Many people have confronted this same dilemma. We call it the problem of evil. How can an all-loving, completely good God allow evil to happen to his children? The response that I had heard repeatedly was, unfortunately, only a portion of St. Thomas Aquinas’ treatment of the problem of evil: God permits evil in order to bring good out of it. I had always accepted this answer, until I had to confront the reality of evil head-on in my own life. And so, I admitted to my spiritual director that I could not agree with that explanation because of my own experience.

His response: If you can’t accept that, what can you accept?

That wasn’t what I expected to hear, but it turned out to be exactly what I needed to hear. I started a journey that included many hours of prayer, tears and questioning to figure out a response that satisfied me. I asked God (many times), “Where were you when I was being attacked?” The answer came in a Scripture passage: “Why do you seek the living one among the dead?” (Luke 24:5) My problem was that I was looking for God in the actual event; and God could not possibly be there. Now I knew where God wasn’t, so I stopped looking there.

I began identifying more and more with Jesus since I experienced some of what he went through — being attacked, left completely alone, and helpless before the aggression of others. I rewrote one of the Songs of the Suffering Servant found in the book of Isaiah with the pronoun “she” — “like a lamb led to the slaughter-house, like a sheep dumb before its shearers she never opened her mouth” (Isaiah 53:7). So closely did I identify with this passage, which is a prophecy of Christ’s Passion.

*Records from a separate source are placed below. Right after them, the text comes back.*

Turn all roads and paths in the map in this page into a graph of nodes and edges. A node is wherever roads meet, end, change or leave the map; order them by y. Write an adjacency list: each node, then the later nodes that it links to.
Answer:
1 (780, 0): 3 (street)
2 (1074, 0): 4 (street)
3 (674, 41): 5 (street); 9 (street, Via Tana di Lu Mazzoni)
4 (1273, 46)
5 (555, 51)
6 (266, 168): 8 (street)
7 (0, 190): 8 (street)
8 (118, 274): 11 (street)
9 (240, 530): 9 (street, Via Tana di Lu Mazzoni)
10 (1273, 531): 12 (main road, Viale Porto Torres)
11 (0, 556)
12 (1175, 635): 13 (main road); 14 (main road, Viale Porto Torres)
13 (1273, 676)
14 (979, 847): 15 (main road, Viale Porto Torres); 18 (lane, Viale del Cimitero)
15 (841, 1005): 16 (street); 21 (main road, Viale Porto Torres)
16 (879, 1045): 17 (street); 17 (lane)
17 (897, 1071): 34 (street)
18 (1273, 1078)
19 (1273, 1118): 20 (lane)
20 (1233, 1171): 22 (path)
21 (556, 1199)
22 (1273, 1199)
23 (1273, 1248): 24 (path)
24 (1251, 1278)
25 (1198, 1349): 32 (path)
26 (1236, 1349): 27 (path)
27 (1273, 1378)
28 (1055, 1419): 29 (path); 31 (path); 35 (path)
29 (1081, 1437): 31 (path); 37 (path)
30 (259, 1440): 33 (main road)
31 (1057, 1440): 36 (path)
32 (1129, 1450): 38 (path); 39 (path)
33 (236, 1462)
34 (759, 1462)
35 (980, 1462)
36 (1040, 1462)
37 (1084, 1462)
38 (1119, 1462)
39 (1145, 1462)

I asked God (many times), “Where were you when I was being attacked?” The answer came in a Scripture passage: “Why do you seek the living one among the dead?” (Luke 24:5) My problem was that I was looking for God in the actual event; and God could not possibly be there.

Eventually, this extended search for meaning brought me to a new understanding of the gift of free will. Someone else had abused that gift when they attacked me. That’s what hurt the most — why didn’t God stop that person from hurting me? I began to realize that when God gives a gift, He never takes it away, even if it means that we choose to abuse that gift to harm others. He didn’t even stop the people who killed his own Son. God chose to experience the ultimate, painful, crushing consequences of the gift of free will that He had given to us.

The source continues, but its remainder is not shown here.